- What you need to do -
Your result will be the set of lines with "dead", copied from the material below.

:: Material for this exercise ::

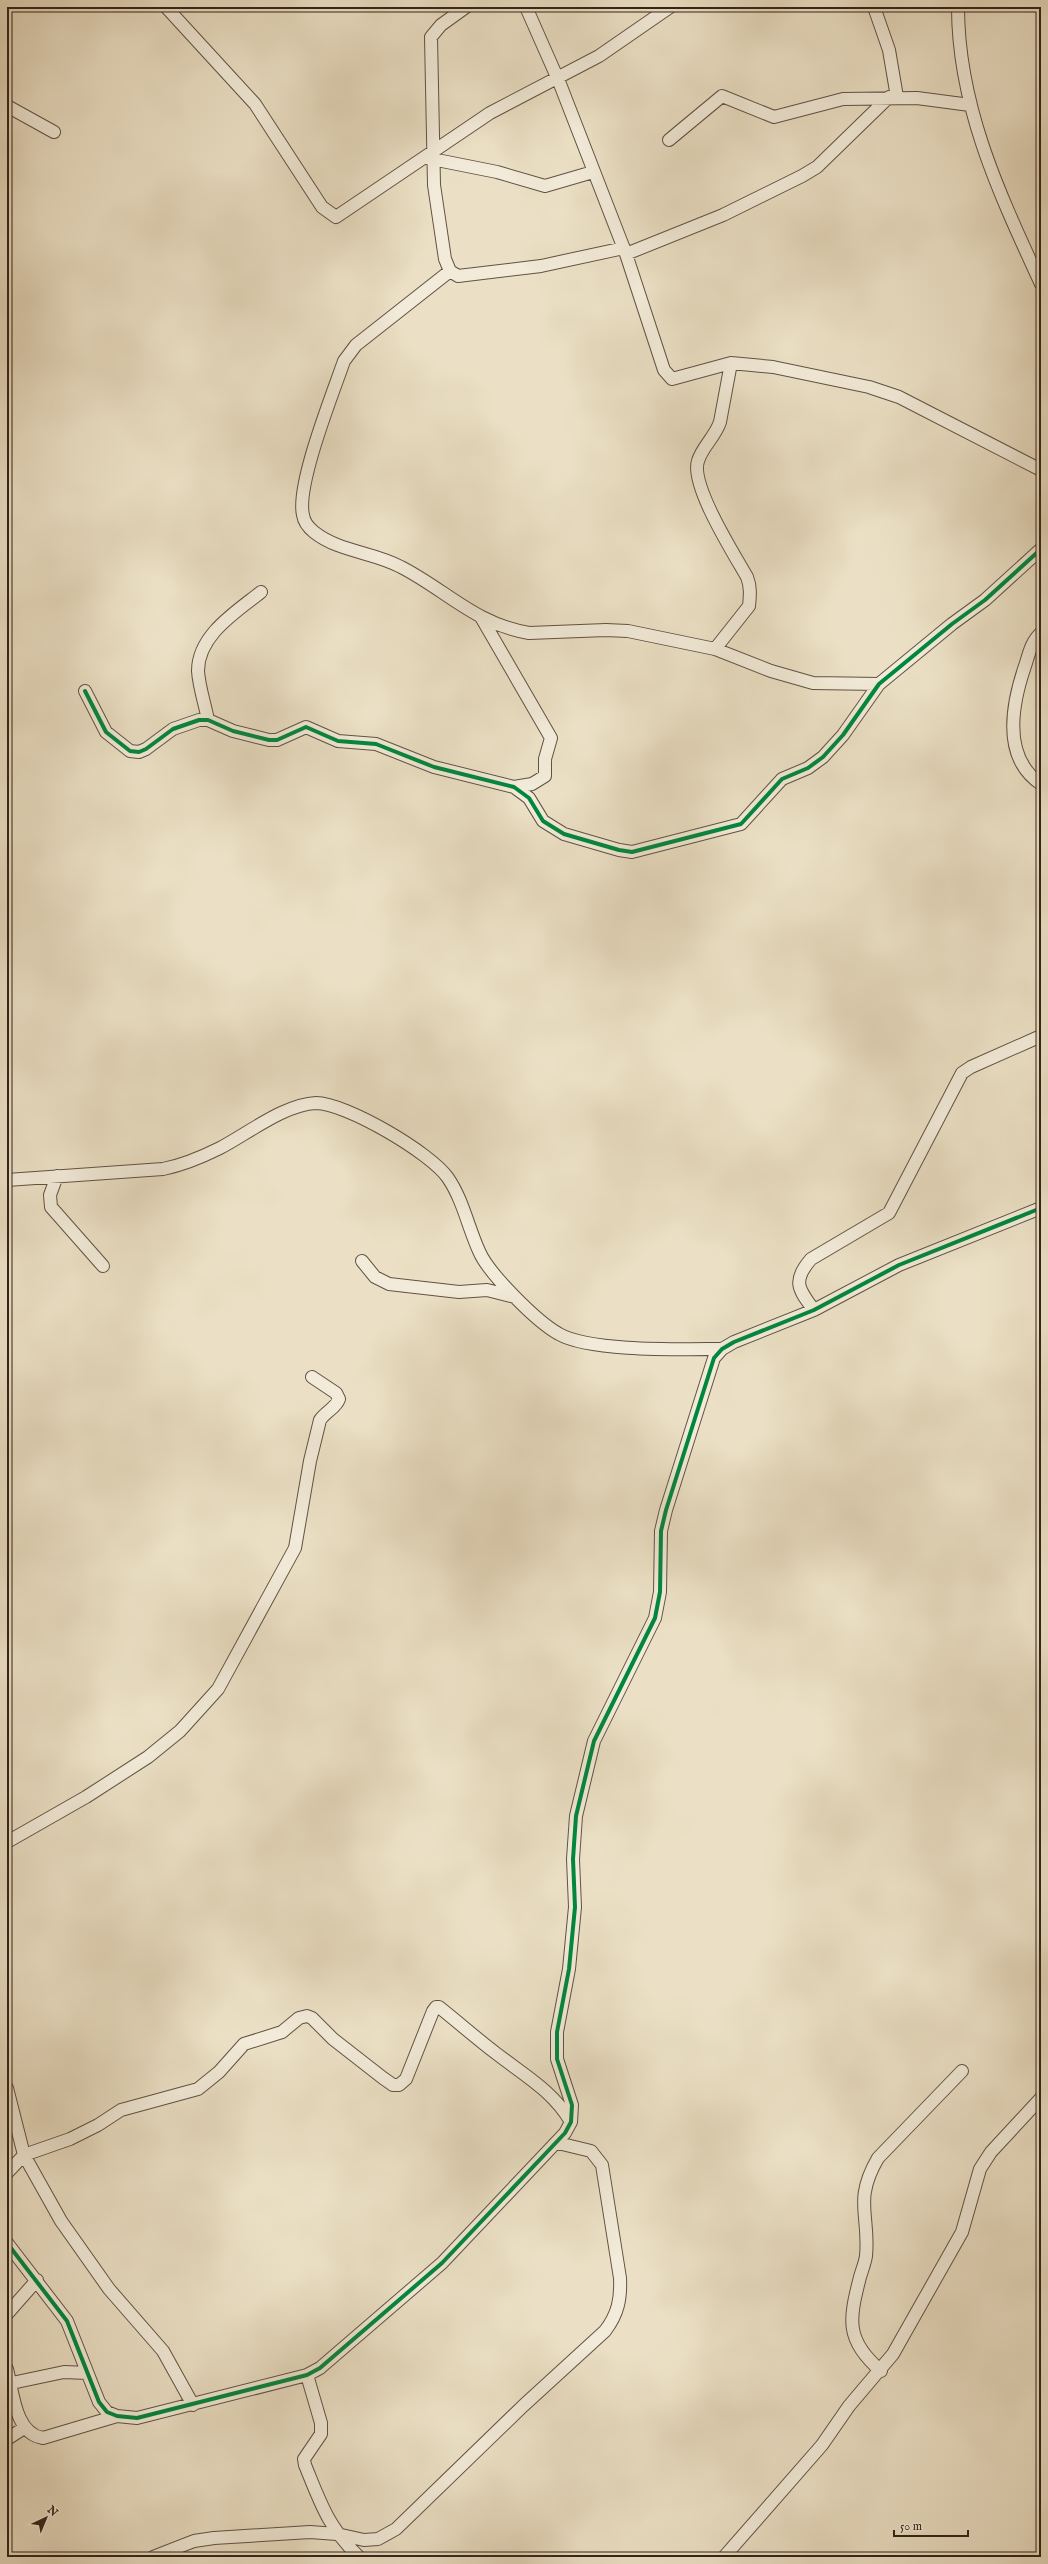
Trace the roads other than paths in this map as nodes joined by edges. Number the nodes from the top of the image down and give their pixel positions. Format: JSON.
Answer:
{"nodes":[{"id":1,"x":166,"y":7,"type":"edge"},
{"id":2,"x":466,"y":7,"type":"edge"},
{"id":3,"x":526,"y":7,"type":"edge"},
{"id":4,"x":670,"y":7,"type":"edge"},
{"id":5,"x":874,"y":7,"type":"edge"},
{"id":6,"x":958,"y":7,"type":"edge"},
{"id":7,"x":558,"y":79,"type":"junction"},
{"id":8,"x":893,"y":97,"type":"junction"},
{"id":9,"x":970,"y":105,"type":"junction"},
{"id":10,"x":7,"y":106,"type":"edge"},
{"id":11,"x":54,"y":132,"type":"dead end"},
{"id":12,"x":669,"y":140,"type":"dead end"},
{"id":13,"x":430,"y":156,"type":"junction"},
{"id":14,"x":593,"y":172,"type":"junction"},
{"id":15,"x":625,"y":251,"type":"junction"},
{"id":16,"x":450,"y":271,"type":"junction"},
{"id":17,"x":1041,"y":284,"type":"edge"},
{"id":18,"x":731,"y":363,"type":"junction"},
{"id":19,"x":1041,"y":470,"type":"edge"},
{"id":20,"x":1039,"y":555,"type":"edge"},
{"id":21,"x":261,"y":592,"type":"dead end"},
{"id":22,"x":481,"y":617,"type":"junction"},
{"id":23,"x":1041,"y":634,"type":"edge"},
{"id":24,"x":715,"y":649,"type":"junction"},
{"id":25,"x":879,"y":684,"type":"junction"},
{"id":26,"x":85,"y":691,"type":"dead end"},
{"id":27,"x":208,"y":720,"type":"junction"},
{"id":28,"x":1041,"y":784,"type":"edge"},
{"id":29,"x":514,"y":787,"type":"junction"},
{"id":30,"x":1041,"y":1036,"type":"edge"},
{"id":31,"x":57,"y":1176,"type":"junction"},
{"id":32,"x":7,"y":1180,"type":"edge"},
{"id":33,"x":1041,"y":1208,"type":"edge"},
{"id":34,"x":362,"y":1261,"type":"dead end"},
{"id":35,"x":103,"y":1266,"type":"dead end"},
{"id":36,"x":517,"y":1297,"type":"junction"},
{"id":37,"x":814,"y":1310,"type":"junction"},
{"id":38,"x":722,"y":1349,"type":"junction"},
{"id":39,"x":312,"y":1377,"type":"dead end"},
{"id":40,"x":7,"y":1842,"type":"edge"},
{"id":41,"x":962,"y":2071,"type":"dead end"},
{"id":42,"x":7,"y":2088,"type":"edge"},
{"id":43,"x":1041,"y":2098,"type":"edge"},
{"id":44,"x":571,"y":2122,"type":"junction"},
{"id":45,"x":558,"y":2142,"type":"junction"},
{"id":46,"x":24,"y":2155,"type":"junction"},
{"id":47,"x":7,"y":2173,"type":"edge"},
{"id":48,"x":7,"y":2243,"type":"edge"},
{"id":49,"x":37,"y":2280,"type":"junction"},
{"id":50,"x":7,"y":2314,"type":"edge"},
{"id":51,"x":7,"y":2370,"type":"edge"},
{"id":52,"x":881,"y":2371,"type":"junction"},
{"id":53,"x":87,"y":2373,"type":"junction"},
{"id":54,"x":307,"y":2375,"type":"junction"},
{"id":55,"x":9,"y":2383,"type":"edge"},
{"id":56,"x":193,"y":2405,"type":"junction"},
{"id":57,"x":117,"y":2416,"type":"junction"},
{"id":58,"x":24,"y":2428,"type":"junction"},
{"id":59,"x":7,"y":2438,"type":"edge"},
{"id":60,"x":337,"y":2534,"type":"junction"},
{"id":61,"x":153,"y":2557,"type":"edge"},
{"id":62,"x":359,"y":2557,"type":"edge"},
{"id":63,"x":724,"y":2557,"type":"edge"}],
"edges":[{"from":1,"to":13,"type":"street"},
{"from":2,"to":13,"type":"street"},
{"from":3,"to":7,"type":"street"},
{"from":4,"to":7,"type":"street"},
{"from":5,"to":8,"type":"street"},
{"from":6,"to":9,"type":"street"},
{"from":7,"to":13,"type":"street"},
{"from":7,"to":14,"type":"street"},
{"from":8,"to":9,"type":"street"},
{"from":8,"to":12,"type":"street"},
{"from":8,"to":15,"type":"street"},
{"from":9,"to":17,"type":"street"},
{"from":10,"to":11,"type":"street"},
{"from":13,"to":14,"type":"street"},
{"from":13,"to":16,"type":"street"},
{"from":14,"to":15,"type":"street"},
{"from":15,"to":16,"type":"street"},
{"from":15,"to":18,"type":"street"},
{"from":16,"to":22,"type":"street"},
{"from":18,"to":19,"type":"street"},
{"from":18,"to":24,"type":"street"},
{"from":20,"to":25,"type":"street"},
{"from":21,"to":27,"type":"street"},
{"from":22,"to":24,"type":"street"},
{"from":22,"to":29,"type":"street"},
{"from":23,"to":28,"type":"street"},
{"from":24,"to":25,"type":"street"},
{"from":25,"to":29,"type":"street"},
{"from":26,"to":27,"type":"street"},
{"from":27,"to":29,"type":"street"},
{"from":30,"to":37,"type":"street"},
{"from":31,"to":32,"type":"street"},
{"from":31,"to":35,"type":"street"},
{"from":31,"to":36,"type":"street"},
{"from":33,"to":37,"type":"street"},
{"from":34,"to":36,"type":"street"},
{"from":36,"to":38,"type":"street"},
{"from":37,"to":38,"type":"street"},
{"from":38,"to":44,"type":"street"},
{"from":39,"to":40,"type":"street"},
{"from":41,"to":52,"type":"street"},
{"from":42,"to":46,"type":"street"},
{"from":43,"to":52,"type":"street"},
{"from":44,"to":45,"type":"street"},
{"from":44,"to":46,"type":"street"},
{"from":45,"to":54,"type":"street"},
{"from":45,"to":60,"type":"street"},
{"from":46,"to":47,"type":"street"},
{"from":46,"to":56,"type":"street"},
{"from":48,"to":49,"type":"street"},
{"from":49,"to":50,"type":"street"},
{"from":49,"to":53,"type":"street"},
{"from":51,"to":55,"type":"street"},
{"from":52,"to":63,"type":"street"},
{"from":53,"to":55,"type":"street"},
{"from":53,"to":57,"type":"street"},
{"from":54,"to":56,"type":"street"},
{"from":54,"to":60,"type":"street"},
{"from":55,"to":58,"type":"street"},
{"from":56,"to":57,"type":"street"},
{"from":57,"to":58,"type":"street"},
{"from":58,"to":59,"type":"street"},
{"from":60,"to":61,"type":"street"},
{"from":60,"to":62,"type":"street"}]}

:::

- Output for this exercise -
{"id":11,"x":54,"y":132,"type":"dead end"},
{"id":12,"x":669,"y":140,"type":"dead end"},
{"id":21,"x":261,"y":592,"type":"dead end"},
{"id":26,"x":85,"y":691,"type":"dead end"},
{"id":34,"x":362,"y":1261,"type":"dead end"},
{"id":35,"x":103,"y":1266,"type":"dead end"},
{"id":39,"x":312,"y":1377,"type":"dead end"},
{"id":41,"x":962,"y":2071,"type":"dead end"},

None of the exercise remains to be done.